Ana no busca ser una heroína, ni una pionera. Su anhelo es mucho más sencillo y profundo: la normalización.

“Quiero que la gente deje de sorprenderse”, confiesa, mientras ajusta el espejo retrovisor. 

“Que cuando me vean en la carretera, conduciendo, o en un área de descanso, solo vean a un trailero más. Que no haya una distinción de género, que simplemente sea mi oficio, como el de cualquier otro profesional”.

Recuerda que hace mucho, en una gasolinera remota, un niño se acercó a su camión con los ojos muy abiertos. 

“¡Mamá, mira, una mujer manejando el camión!”, gritó, señalándola. Su madre, avergonzada, lo regañó. Ana sonrió. “No lo regañe, señora. Es natural que le sorprenda. Lo que quiero es que, en unos años, a ese niño ya no le parezca extraordinario. Que sea tan común como ver a un hombre o una mujer conduciendo un coche”. 

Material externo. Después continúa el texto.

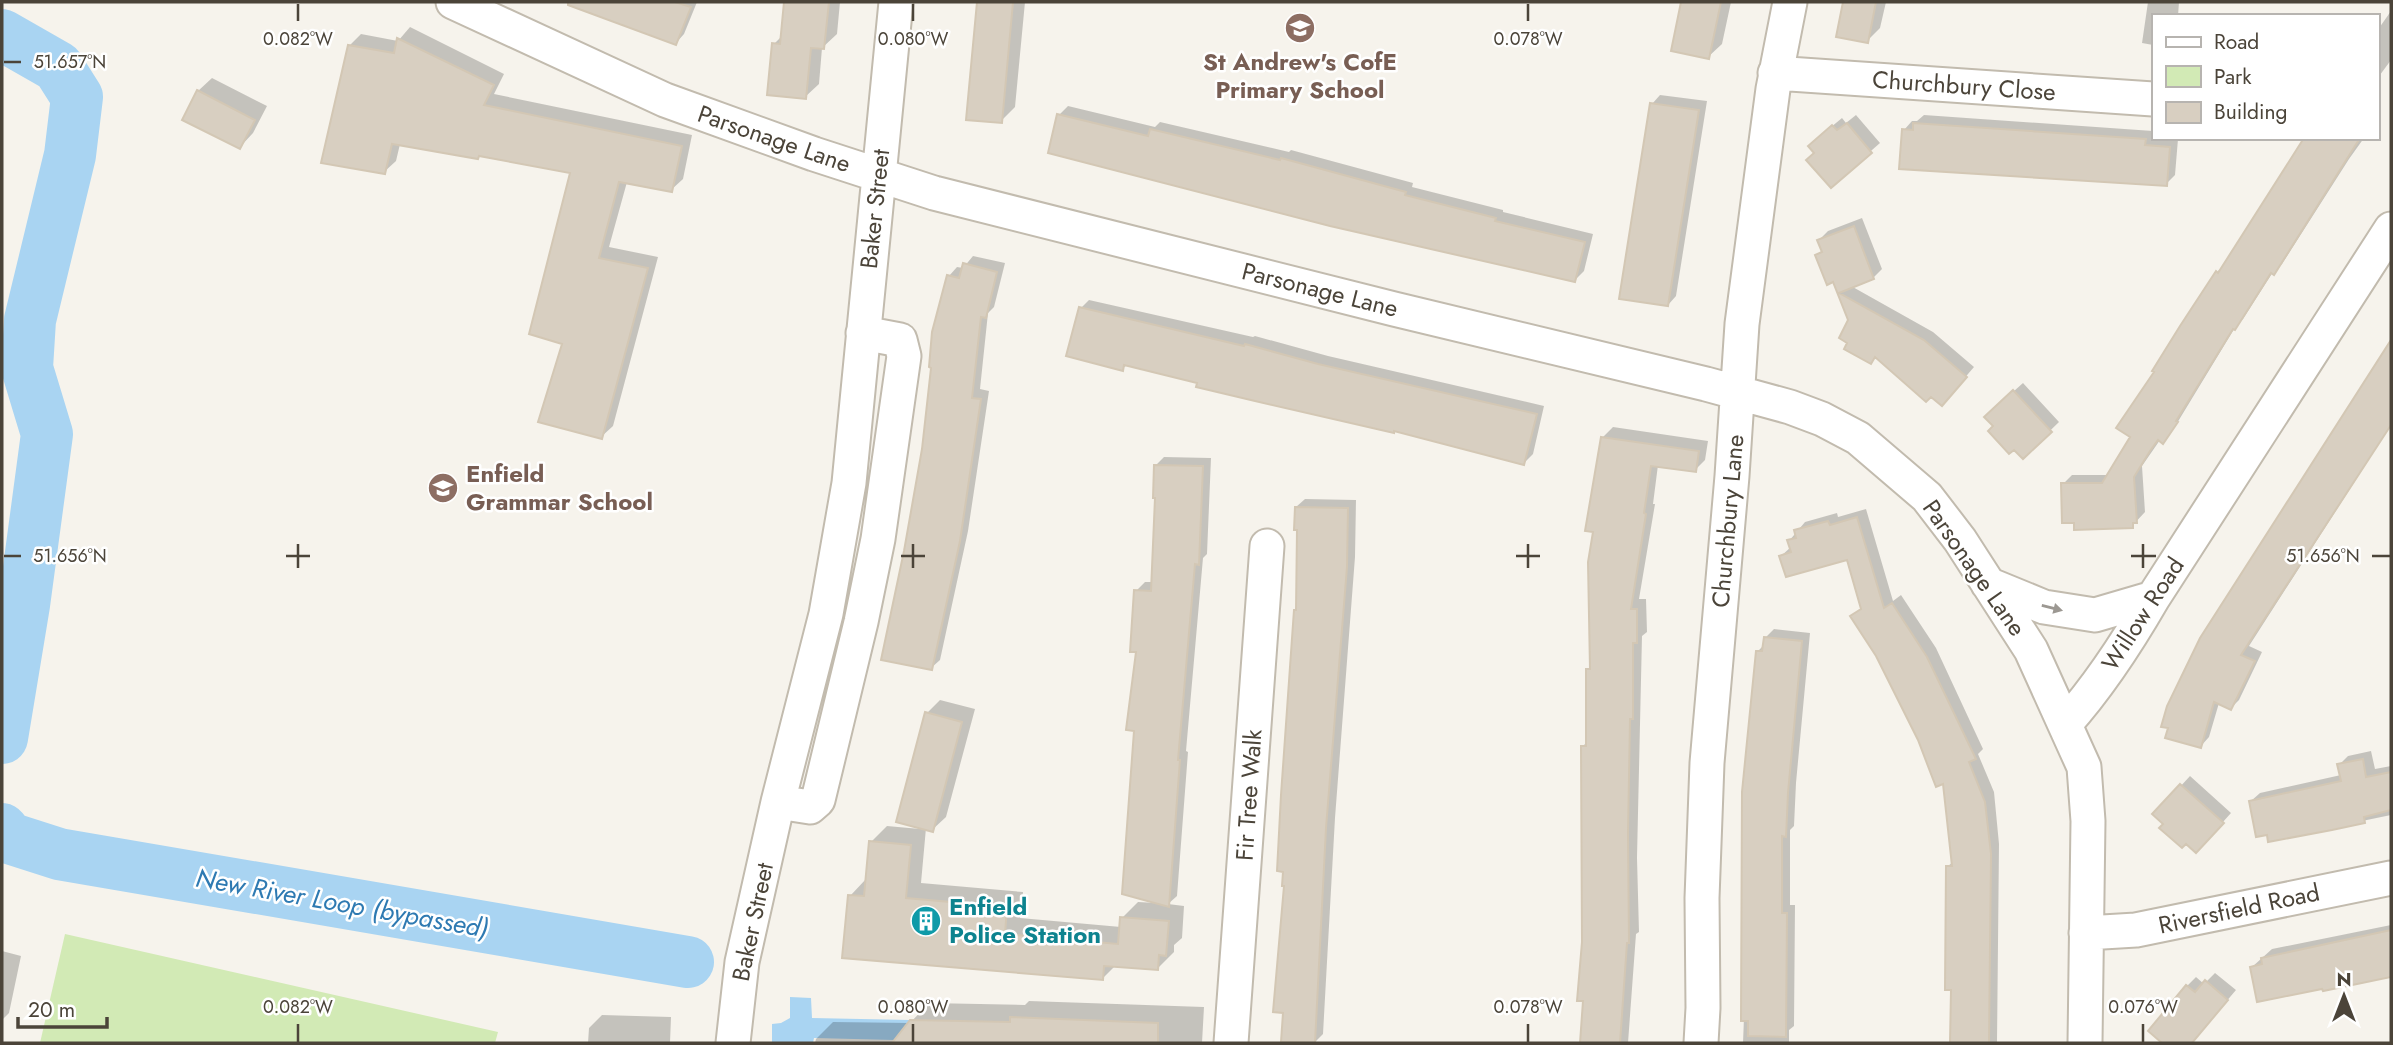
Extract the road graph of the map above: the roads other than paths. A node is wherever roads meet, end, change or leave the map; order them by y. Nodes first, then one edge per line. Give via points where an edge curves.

La vida en la carretera es dura. Largas horas, soledad, la presión de los plazos. Es un mundo que históricamente ha estado dominado por los hombres. Pero Ana, y las muchas mujeres como ella que han encontrado su vocación al volante de un camión, han demostrado que la fuerza, la habilidad y la determinación no tienen género.

“No es cuestión de ser ‘fuerte como un hombre’”, explica Ana, con una pizca de hartazgo en su voz. 

“Es cuestión de ser profesional, de saber tu trabajo, de manejar la logística, de mantener la calma bajo presión. Y en eso, no hay diferencia entre un hombre y una mujer. Tenemos las mismas responsabilidades, los mismos desafíos y las mismas capacidades”.

Ana hace un llamado. Un llamado a la sociedad, a los medios de comunicación, a las empresas, incluso a los propios compañeros traileros. 

“Por favor, normalicemos nuestra presencia. No nos vean como una novedad, sino como parte integral de esta industria. Somos profesionales que movemos el país, que llevamos la mercancía a cada rincón. Somos parte de la cadena, no una excepción”.

Con cada kilómetro recorrido, Ana no solo transporta carga, sino también un mensaje. Uno de igualdad, de respeto y de la simple verdad de que el camino, como la vida, está abierto para todos.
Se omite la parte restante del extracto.